The DSM-IV and ICD-10 do not distinguish between normal and prolonged grief. Based on numerous findings of maladaptive effects of prolonged grief, diagnostic criteria for PGD have been proposed for inclusion in the DSM-5 and ICD-11. In 2018, the WHO included PGD in the ICD-11, and in March 2022 the American Psychiatric Association added PGD in the DSM-5-TR.

The proposed diagnostic criteria were the result of statistical analysis of a set of criteria agreed upon by a panel of experts. The analyses produced criteria that were the most accurate markers of bereaved individuals with painful, persistent, destructive PGD. The criteria for PGD have been validated and dozens of studies both internationally and domestically are being conducted, and published, that validate the PGD criteria in other cultures, kinship relationships to the deceased and causes of death (e.g. earthquakes, tsunami, war, genocide, fires, bombings, palliative and acute care settings).

Traumatic grief or complicated grief was a term initially used to identify a complex syndrome in which an individual experiences a unique distress resulting from the simultaneous occurrence of psychological trauma and the loss of a loved one. PTSD and PGD, while being separate diagnoses, do have overlap, as both include similar symptoms of intrusive thoughts relating to death, experiencing numbness to emotions, and possible disturbances in sleep. The central components of complicated grief originally included yearning, separation distress, and inability to acknowledge the loss.

=== Controversy ===
Although evidence suggesting the validity of PGD has existed since 1995, its inclusion into the DSM-5-TR and ICD-11 was slow, including many rejections of earlier proposals for inclusion as a diagnosis.
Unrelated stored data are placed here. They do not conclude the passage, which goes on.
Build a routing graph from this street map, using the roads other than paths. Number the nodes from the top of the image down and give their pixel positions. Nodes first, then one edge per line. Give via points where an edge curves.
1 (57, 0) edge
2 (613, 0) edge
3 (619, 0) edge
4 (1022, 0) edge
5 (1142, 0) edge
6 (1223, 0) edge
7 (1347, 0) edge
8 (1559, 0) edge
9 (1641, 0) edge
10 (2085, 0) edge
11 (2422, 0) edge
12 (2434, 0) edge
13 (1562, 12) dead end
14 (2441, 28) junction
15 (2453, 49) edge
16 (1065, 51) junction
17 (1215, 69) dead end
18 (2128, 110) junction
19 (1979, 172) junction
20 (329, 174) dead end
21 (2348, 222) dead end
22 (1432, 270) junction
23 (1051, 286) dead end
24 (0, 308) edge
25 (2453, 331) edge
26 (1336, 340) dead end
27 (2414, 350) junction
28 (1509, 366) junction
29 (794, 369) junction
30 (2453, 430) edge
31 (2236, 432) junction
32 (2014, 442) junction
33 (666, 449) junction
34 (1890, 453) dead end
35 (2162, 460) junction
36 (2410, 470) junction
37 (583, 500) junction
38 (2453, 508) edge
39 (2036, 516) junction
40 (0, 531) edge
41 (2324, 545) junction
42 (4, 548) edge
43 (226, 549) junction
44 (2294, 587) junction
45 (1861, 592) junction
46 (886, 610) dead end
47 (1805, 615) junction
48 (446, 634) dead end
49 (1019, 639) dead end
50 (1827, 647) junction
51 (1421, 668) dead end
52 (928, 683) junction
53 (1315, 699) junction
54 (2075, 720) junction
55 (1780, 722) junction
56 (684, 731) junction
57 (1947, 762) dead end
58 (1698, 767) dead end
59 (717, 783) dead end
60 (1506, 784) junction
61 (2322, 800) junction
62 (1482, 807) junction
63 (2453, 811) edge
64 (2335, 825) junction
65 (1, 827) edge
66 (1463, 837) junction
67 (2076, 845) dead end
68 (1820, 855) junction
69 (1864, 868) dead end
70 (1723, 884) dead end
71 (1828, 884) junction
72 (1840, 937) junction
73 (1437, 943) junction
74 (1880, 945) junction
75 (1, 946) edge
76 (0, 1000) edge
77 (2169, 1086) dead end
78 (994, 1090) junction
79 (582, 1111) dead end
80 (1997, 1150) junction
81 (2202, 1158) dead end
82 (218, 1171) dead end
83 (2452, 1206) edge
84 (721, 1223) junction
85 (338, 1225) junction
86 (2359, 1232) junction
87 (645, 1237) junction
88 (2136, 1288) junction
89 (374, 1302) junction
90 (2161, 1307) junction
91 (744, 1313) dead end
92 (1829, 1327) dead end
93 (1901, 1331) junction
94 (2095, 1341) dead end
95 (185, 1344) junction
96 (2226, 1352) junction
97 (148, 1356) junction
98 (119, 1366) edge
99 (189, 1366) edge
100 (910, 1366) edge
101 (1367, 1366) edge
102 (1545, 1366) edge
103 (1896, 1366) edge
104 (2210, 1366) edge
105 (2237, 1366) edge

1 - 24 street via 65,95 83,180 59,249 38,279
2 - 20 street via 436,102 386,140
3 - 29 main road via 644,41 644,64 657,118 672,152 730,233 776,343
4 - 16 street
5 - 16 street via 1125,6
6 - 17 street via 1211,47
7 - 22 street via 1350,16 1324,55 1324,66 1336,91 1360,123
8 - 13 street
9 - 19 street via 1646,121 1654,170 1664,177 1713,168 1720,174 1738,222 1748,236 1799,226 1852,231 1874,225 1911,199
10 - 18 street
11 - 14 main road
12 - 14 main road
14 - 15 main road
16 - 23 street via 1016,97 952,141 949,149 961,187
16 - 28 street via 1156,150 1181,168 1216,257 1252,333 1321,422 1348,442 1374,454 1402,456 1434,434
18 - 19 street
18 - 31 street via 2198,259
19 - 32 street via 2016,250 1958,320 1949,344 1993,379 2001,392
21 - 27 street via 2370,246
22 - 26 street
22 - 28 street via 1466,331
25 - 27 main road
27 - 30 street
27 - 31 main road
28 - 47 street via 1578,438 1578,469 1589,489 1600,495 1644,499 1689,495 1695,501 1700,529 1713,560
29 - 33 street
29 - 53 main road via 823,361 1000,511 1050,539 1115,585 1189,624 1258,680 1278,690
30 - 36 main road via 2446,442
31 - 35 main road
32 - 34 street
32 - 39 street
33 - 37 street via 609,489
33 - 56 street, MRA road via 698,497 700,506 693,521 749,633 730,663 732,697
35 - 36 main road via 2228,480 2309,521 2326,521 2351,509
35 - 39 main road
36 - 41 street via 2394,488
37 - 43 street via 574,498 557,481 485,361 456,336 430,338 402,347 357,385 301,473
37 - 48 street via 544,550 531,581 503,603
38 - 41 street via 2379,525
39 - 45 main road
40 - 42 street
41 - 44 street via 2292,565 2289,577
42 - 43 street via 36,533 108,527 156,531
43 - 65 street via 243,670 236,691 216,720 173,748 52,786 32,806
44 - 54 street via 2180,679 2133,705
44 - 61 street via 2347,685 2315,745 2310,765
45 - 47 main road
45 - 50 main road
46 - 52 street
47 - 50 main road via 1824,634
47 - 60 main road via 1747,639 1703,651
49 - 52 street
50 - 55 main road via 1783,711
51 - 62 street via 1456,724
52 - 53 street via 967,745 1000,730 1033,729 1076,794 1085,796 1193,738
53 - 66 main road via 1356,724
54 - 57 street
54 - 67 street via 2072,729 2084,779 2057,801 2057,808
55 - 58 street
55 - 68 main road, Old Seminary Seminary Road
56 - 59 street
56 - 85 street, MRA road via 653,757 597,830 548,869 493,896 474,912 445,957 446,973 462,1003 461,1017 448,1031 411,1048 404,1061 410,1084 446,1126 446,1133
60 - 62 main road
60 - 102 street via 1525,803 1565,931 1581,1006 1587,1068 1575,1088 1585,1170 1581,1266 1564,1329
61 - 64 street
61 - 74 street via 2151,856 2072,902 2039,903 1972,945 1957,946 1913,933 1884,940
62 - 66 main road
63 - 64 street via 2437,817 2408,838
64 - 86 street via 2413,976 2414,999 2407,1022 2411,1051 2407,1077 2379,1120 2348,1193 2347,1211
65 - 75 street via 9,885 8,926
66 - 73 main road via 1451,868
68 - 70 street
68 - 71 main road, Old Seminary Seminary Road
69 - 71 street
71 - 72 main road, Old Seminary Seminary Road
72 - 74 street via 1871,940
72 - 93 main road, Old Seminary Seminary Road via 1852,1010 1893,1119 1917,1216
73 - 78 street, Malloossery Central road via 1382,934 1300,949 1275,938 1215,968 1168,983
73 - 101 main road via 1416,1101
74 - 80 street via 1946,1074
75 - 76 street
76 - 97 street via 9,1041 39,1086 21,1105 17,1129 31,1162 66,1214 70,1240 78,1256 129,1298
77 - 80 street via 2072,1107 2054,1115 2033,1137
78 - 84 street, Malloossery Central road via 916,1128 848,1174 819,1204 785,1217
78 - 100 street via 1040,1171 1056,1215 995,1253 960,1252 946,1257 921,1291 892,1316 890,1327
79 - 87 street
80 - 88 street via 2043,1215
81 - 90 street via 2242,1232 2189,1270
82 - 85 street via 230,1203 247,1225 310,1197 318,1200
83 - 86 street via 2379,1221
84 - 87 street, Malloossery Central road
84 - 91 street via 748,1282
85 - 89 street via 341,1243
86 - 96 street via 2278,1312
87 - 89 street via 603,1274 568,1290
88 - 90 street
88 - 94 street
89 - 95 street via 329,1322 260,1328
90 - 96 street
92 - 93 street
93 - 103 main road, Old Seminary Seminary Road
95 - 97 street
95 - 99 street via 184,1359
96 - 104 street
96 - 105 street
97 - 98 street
Recognizing prolonged grief as a disorder was argued to allow it to be better understood, detected, studied and treated. The idea that PGD was a distinct disorder that showed persistency in terms of symptoms was also understood as a primary argument. This argument also underscored the urgent evidence that PGD has been associated with increased rates of other mental disorders, including PTSD, suicidality, and depression. However, inclusion of PGD in the DSM-5 and ICD-11 was thought at risk of being misunderstood as medicalization of grief, as some thought that introducing PGD would result in over-prescriptions of psychotropic medication and abnormalize normal grief reactions. Another argument against the inclusion of PGD included concerns over cultural differences in persistent grief, as different cultures might experience grief differently. In spite of this concern, studies have shown good accuracy for the ICD-11 and DSM-5-TR definitions, and that nearly all bereaved individuals who met the criteria for PGD were receptive to treatment and their families relieved to know they had a recognizable syndrome. In addition, a 2020 study found that labeling PGD symptoms with a grief-specific diagnosis does not produce additional public stigma beyond the stigma of these severe grief reactions alone.